Georgia implements its differential pay program for math and science teachers
The Atlanta Journal-Constitution reports that Georgia has implemented its differential pay program for math and science teachers despite continuing budget difficulties. The program pays new math and science teachers the same salary as a sixth-year teacher receives in other subjects. This gives a starting differential of just under $5,000 per year. (Thanks to Christine Johnson at FCR-STEM for pointing out this article)
Georgia has a statewide teacher salary schedule, and this makes it possible to implement such a program. For a comparison of the Georgia statewide schedule to schedules for several Florida counties, look at this post from January.
Florida statute has authorized differential pay for math and science teachers for many years, but to my knowledge not a single Florida district has implemented it. The new law on teacher quality and compensation (SB 736) also includes language authorizing salary supplements for math and science teachers. No word yet on whether any school district has included it in new compensation programs.

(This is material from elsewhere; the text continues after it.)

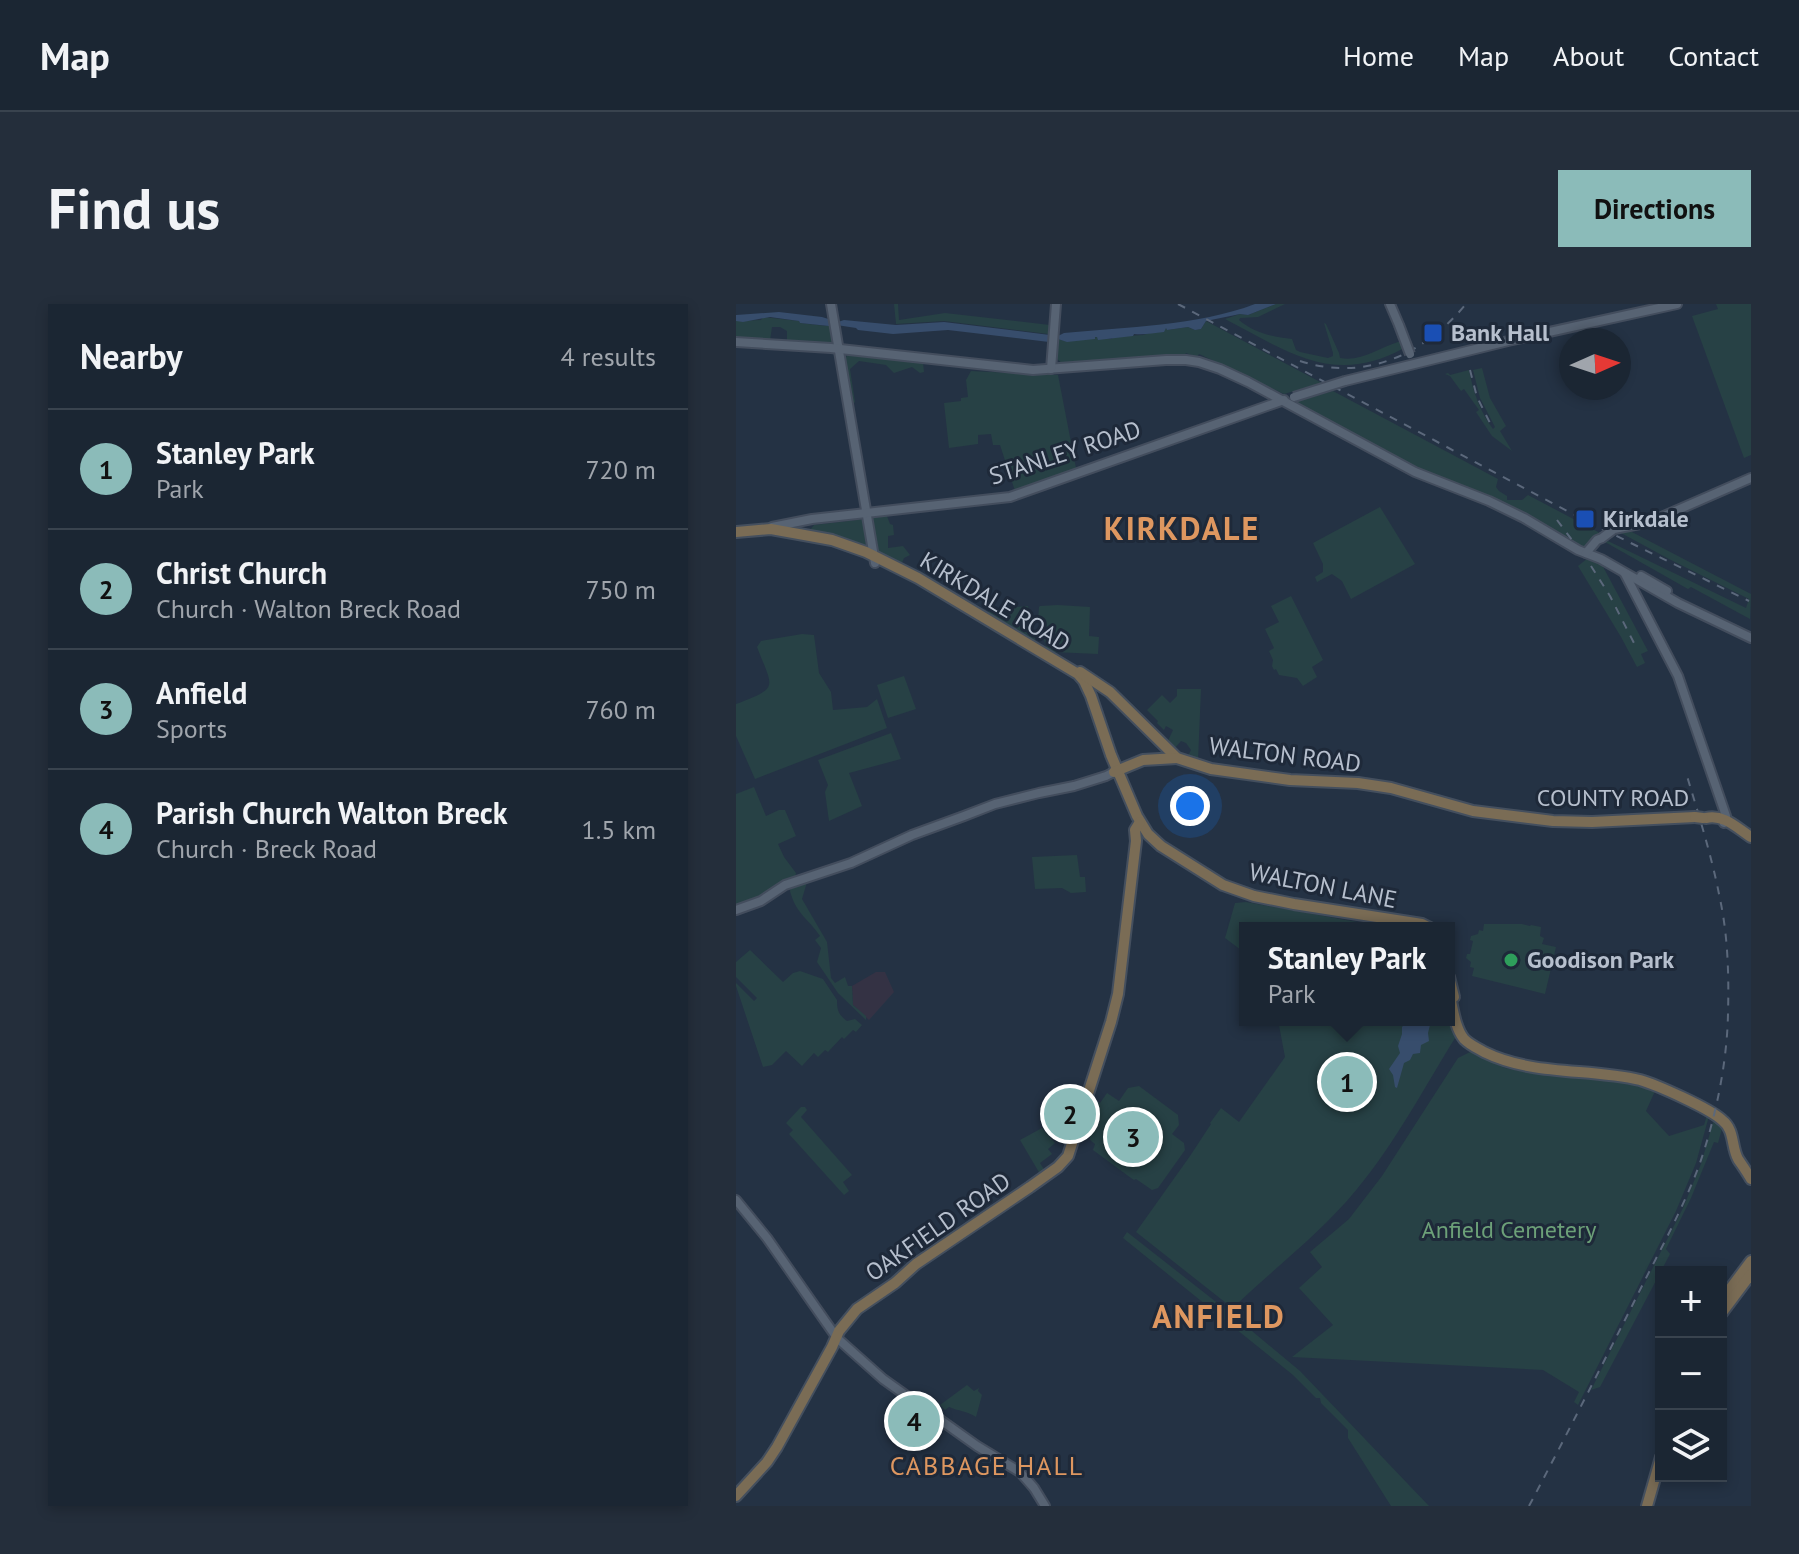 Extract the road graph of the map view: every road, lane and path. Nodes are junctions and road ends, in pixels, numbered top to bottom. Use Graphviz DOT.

It is safe to say – based on the experience in Florida – that differential pay for math and science teachers cannot happen where teacher salary schedules are determined by collective bargaining. After all, where differential pay is implemented most teachers are left behind. The AJC article reports that Tim Callahan, spokesperson for the Professional Association of Georgia Educators, said about the differential pay plan, “What are we saying to our reading and social studies teachers?
Update (Thursday, 6:00 am): Ron Matus at Gradebook posted on this issue yesterday. The comments on the Gradebook post may have been representative of the larger teaching profession and are useful to reproduce here:
“Here’s a novel idea. Raise all teacher pay by 7-10 K and watch how much competition there is for teaching jobs…….you’ll get the best of the best in ALL areas.”
“Differential pay can and does happen where salaries are determined by collective bargaining, the state just has to give the districts enough general revenue funds (which they don’t) to it.”
June 30, 2011 at 1:48 pm
Too bad that ““What are we saying to our reading and social studies teachers?” rhetorical question wasn’t in the Gradebook blog.
What they are saying, of course, is that HS social science teachers are a dime a dozen. (I left out reading because, IMHO, the ability to teach remedial reading to HS students is a rare gift and might even be a shortage area.) Just compare the SS ed requirements at FSU (only 9 hours at the 3000 level) and the Physics ed requirements (calculus, physics, and chemistry before you even get to the major requirements).
You probably have access to college data that would tell you how the pass rates compare between those 3000 level history classes and the prerequisite science classes. I’ll only add that the prerequisites for physical science education will also get you into the UF engineering college. That sets the pay scale for that skill set.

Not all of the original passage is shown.